Saturday, November 30, 2013

Purl & June and Small Business Saturday!

Did you know today is Small Business Saturday?  It's a great reminder to support small businesses for your holiday shopping.  Purl & June is ready for Small Business Saturday.  I've been working to stock up on soap and other crafts, not only for SBS, but also for a craft show next weekend.  

There are some new items in the shop now, and new things will be added every now and then for the next week or so.  

Here's what I've been busy doing lately.

Each coffee cozy I sell in the shop is knitted, then felted individually. Then after the felted cozy is dry, I needle felt the details (like sheep, or whatever the design is) onto it. 
I've got several cozies drying on the windowsill at the moment. 
Lots of soap is curing, waiting to be sold.  This is just a small part of it all.

The holiday soap sets are back in the shop, along with the needle felted Christmas lights. 

So if you're doing some holiday shopping this weekend, please consider supporting a small business, whether it's local to you or online.  There are lots of other artisans out there working hard to provide quality products, and they all need our support. 

Tuesday, November 26, 2013

RIP Cogburn

My favorite little chicken died last night.  His name was Cogburn, and he was only 1 of 2 chickens I have named.  Only the special ones get names (or at least ones that stick).  He was one of the first chicks I bought, before we even bought our house.  I bought a handful of chicks a week before we closed on our house, because I was so excited! 

He was always a very spirited little chicken, and he was fun to watch.  He would let me catch him now and then, and I'd let him ride on my shoulder or if it was really cold I'd tuck him into my coat.


He got picked on by the big rooster every now and then, and I think that's what happened to him the other day.  I was out of town for work for a few days, and after I came home Devin told me Cogburn was hiding in a bucket. That's definitely not normal, so I found him and he had been injured, with a fairly big slice in his back...probably from a bigger rooster.  I treated him, and put him in the garage with the woodstove going, so he could stay warm and rest.  The next day he was doing better, and was eating and drinking well.  This morning I found him and he had died during the night some time.  I'm pretty bummed out, because he was sort of our little mascot around here. 
I'll miss his trilling little crow, and how he always used to come find me for treats (he knew I'd give him the good treats). 

Sunday, November 24, 2013


It is cold and blustery out today.  What better to do on the windiest day of the year but put plastic around the rabbit cages?  We had put tarps up temporarily, but today we took those down and really wrapped the whole thing with plastic.  If the rabbits have a wind block, they should be fine outside in the winter.  The only exception may be if there's a new litter or if we're going to get abnormally cold stormy weather.

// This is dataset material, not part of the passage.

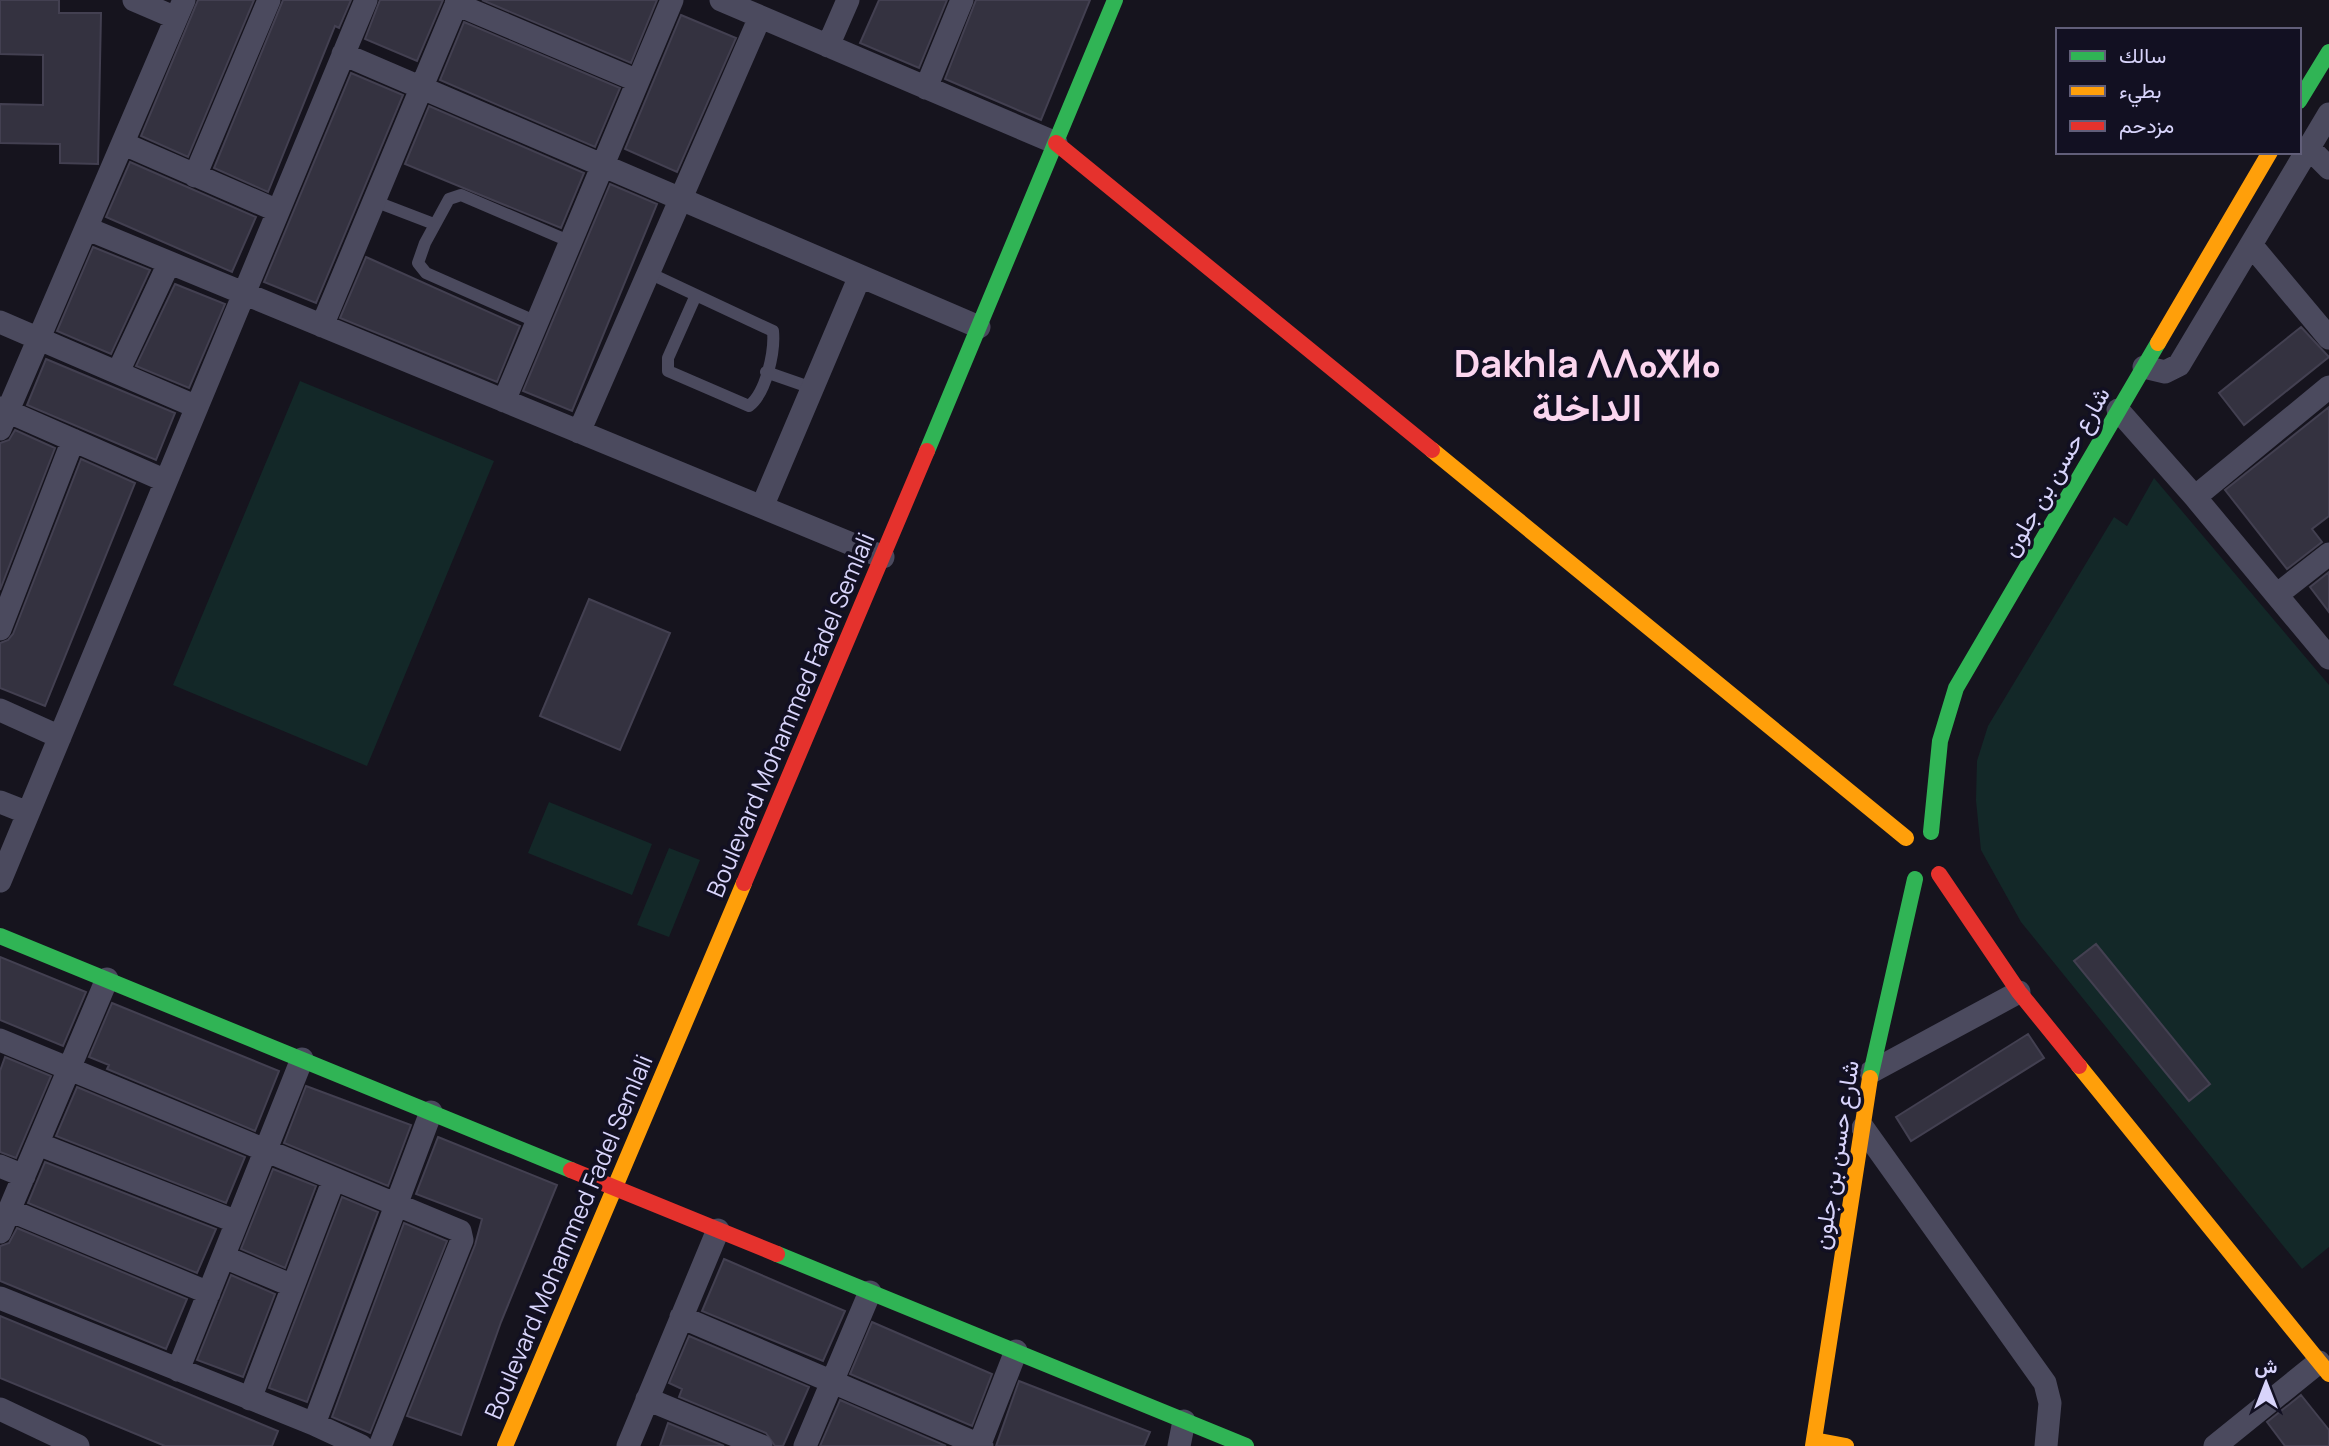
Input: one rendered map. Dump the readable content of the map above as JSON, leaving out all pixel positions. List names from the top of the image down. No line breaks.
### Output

I think they should be pretty snug now, and I plan on adding a flap over the opening so we can totally block the wind on the colder days. 

The lone baby rabbit is really growing fast.

The goats are not happy at all about this cold weather.  Their coats are all puffed up and they're staying hunkered down. 

The buck should be going back home soon, which will be nice.  He's a perfect gentleman, but fewer mouths to feed is always nice. 

The sheep don't seem to mind the cold weather. I guess if I was covered in wool I wouldn't care either!  The dogs didn't really mind it either. They were too busy playing with their sticks.

And lucky Tucker got to come inside for a while today (he's normally outside since he won't use the litter box reliably) to snuggle and stay warm.  He loves snuggling with the kids.

We've got the pellet stove going and are staying comfy on the couch watching tv! Is it cold where you are?

Monday, November 18, 2013

October-November Update

I haven't been posting much lately, so here's a quick overview of some of the things that have been going on.

The leaves were so pretty this year when they changed!  I caught this picture one day when there were some pretty altocumulus clouds (I learned that from the local weather guy's facebook page). 


It seems like they didn't last long though....before I knew it they were gone.

I love the scenery in the winter though....doing the chores at dusk is nice because the sky is always so pretty.

I caught a pretty sunset one evening a few weeks ago.

I call this "Sunset Over the Goat Pen".

Now that it's cold and getting below freezing, we had to winterize the camper.  We ran RV antifreeze all through the plumbing.

One weekend when David had plans with his uncle, the kids and I went to Fifer Orchards for their open house.  They had free hay rides, free cider, and free s'mores!

David and Elmer watched some tv...

And then Elmer got tired...

I planted some wheat in the pasture to extend the grazing season.  I'll graze it this coming week, then fence the sheep off for the winter.  Come spring, as soon as it warms up a bit the wheat will shoot up and I should get some more good early grazing. (the wheat is the bright green grass below)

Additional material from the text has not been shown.